On 2/5/21 6:36 PM, Peter Xu wrote:
> On Fri, Feb 05, 2021 at 01:53:34PM -0800, Mike Kravetz wrote:
>> On 1/29/21 2:49 PM, Peter Xu wrote:
>>> On Fri, Jan 15, 2021 at 12:08:37PM -0500, Peter Xu wrote:
>>>> This is a RFC series to support userfaultfd upon shmem and hugetlbfs.
>> ...
>>> Huge & Mike,
>>>
>>> Would any of you have comment/concerns on the high-level design of this series?
>>>
>>> It would be great to know it, especially major objection, before move on to an
>>> non-rfc version.
>>
>> My apologies for not looking at this sooner. Even now, I have only taken
>> a very brief look at the hugetlbfs patches.
>>
>> Coincidentally, I am working on the 'BUG' that soft dirty does not work for
>> hugetlbfs. As you can imagine, there is some overlap in handling of wp ptes
>> set for soft dirty. In addition, pmd sharing must be disabled for soft dirty
>> as here and in Axel's uffd minor fault code.
>
> Interesting to know that we'll reach and need something common from different
> directions, especially when they all mostly happen at the same time. :)
>
> Is there a real "BUG" that you mentioned?
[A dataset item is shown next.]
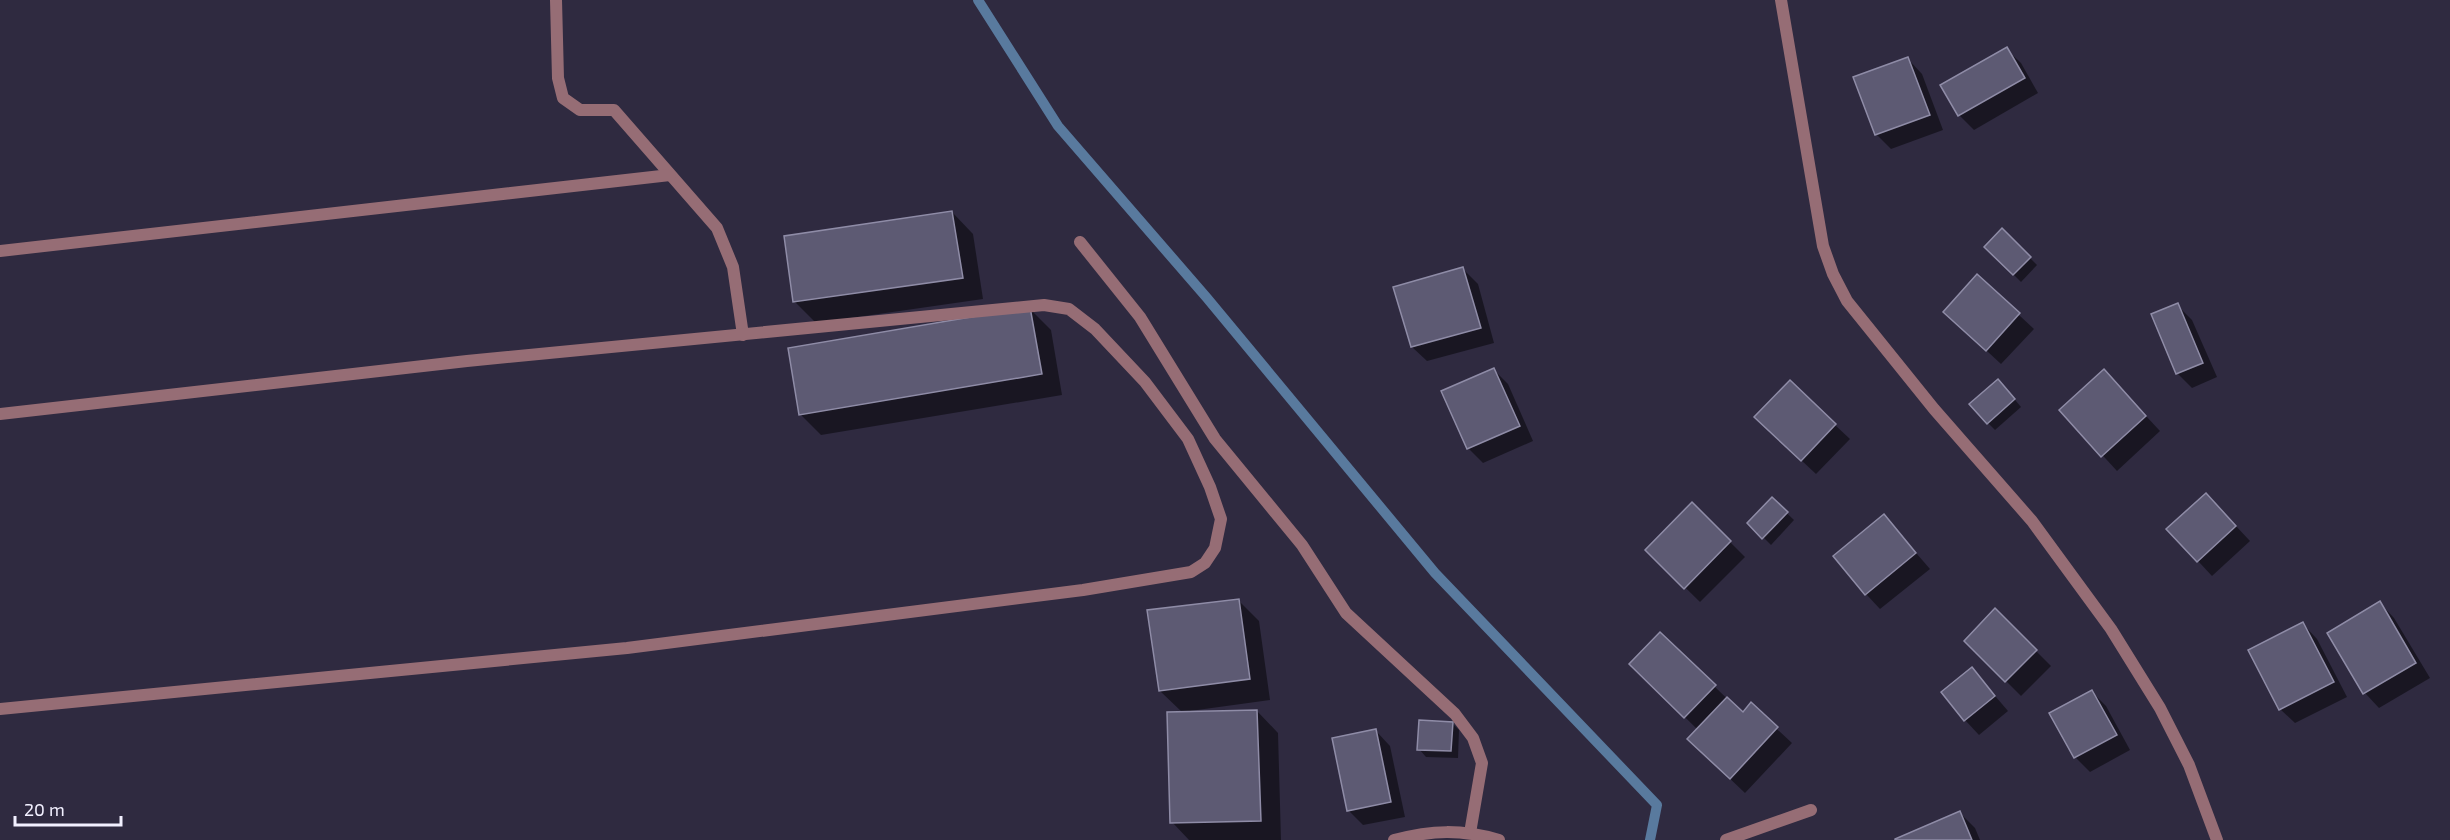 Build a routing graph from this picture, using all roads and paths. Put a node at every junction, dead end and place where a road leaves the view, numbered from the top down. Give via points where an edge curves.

I'd be glad to read about it if
> there is a link or something.
>

Sorry, I was referring to a bugzilla bug not a BUG(). Bottom line is that
hugetlb was mostly overlooked when soft dirty support was added. A thread
mostly from me is at:
lore.kernel.org/r/999775bf-4204-2bec-7c3d-72d81b4fce30@xxxxxxxxxx
I am close to sending out a RFC, but keep getting distracted.

>> No objections to the overall approach based on my quick look.
>
> Thanks for having a look.
>
> So for hugetlb one major thing is indeed about the pmd sharing part, which
> seems that we've got very good consensus on.

Yes

> The other thing that I'd love to get some comment would be a shared topic with
> shmem in that: for a file-backed memory type, uffd-wp needs a consolidated way
> to record wr-protect information even if the pgtable entries were flushed.
> That comes from a fundamental difference between anonymous and file-backed
> memory in that anonymous pages keep all info in the pgtable entry, but
> file-backed memory is not, e.g., pgtable entries can be dropped at any time as
> long as page cache is there.

Sorry, but I can not recall this difference for hugetlb pages. What operations
lead to flushing of pagetable entries? It would need to be something other
than unmap as it seems we want to lose the information in unmap IIUC.

> I goes to look at soft-dirty then regarding this issue, and there's actually a
> paragraph about it:
>
> While in most cases tracking memory changes by #PF-s is more than enough
> there is still a scenario when we can lose soft dirty bits -- a task
> unmaps a previously mapped memory region and then maps a new one at
> exactly the same place. When unmap is called, the kernel internally
> clears PTE values including soft dirty bits. To notify user space
> application about such memory region renewal the kernel always marks
> new memory regions (and expanded regions) as soft dirty.
>
> I feel like it just means soft-dirty currently allows false positives: we could
> have set the soft dirty bit even if the page is clean. And that's what this
> series wanted to avoid: it used the new concept called "swap special pte" to
> persistent that information even for file-backed memory. That all goes for
> avoiding those false positives.

Yes, I have seen this with soft dirty. It really does not seem right. When
you first create a mapping, even before faulting in anything the vma is marked
VM_SOFTDIRTY and from the user's perspective all addresses/pages appear dirty.

To be honest, I am not sure you want to try and carry per-process/per-mapping
wp information in the file. In the comment about soft dirty above, it seems
reasonable that unmapping would clear all soft dirty information. Also,
unmapping would clear any uffd state/information.
--
Mike Kravetz

>>
>> I'll try to take a closer look at the areas where efforts overlap.
>
> I dumped above just to hope maybe it could help a little bit more for the
> reviews, but if it's not, I totally agree we can focus on the overlapped part.
> And, I'd be more than glad to read your work too if I can understand more on
> what you're working on with the hugetlb soft dirty bug, since I do feel uffd-wp
> is servicing similar goals just like what soft-dirty does, so we could share a
> lot of common knowledge there. :)
>
> Thanks again!
>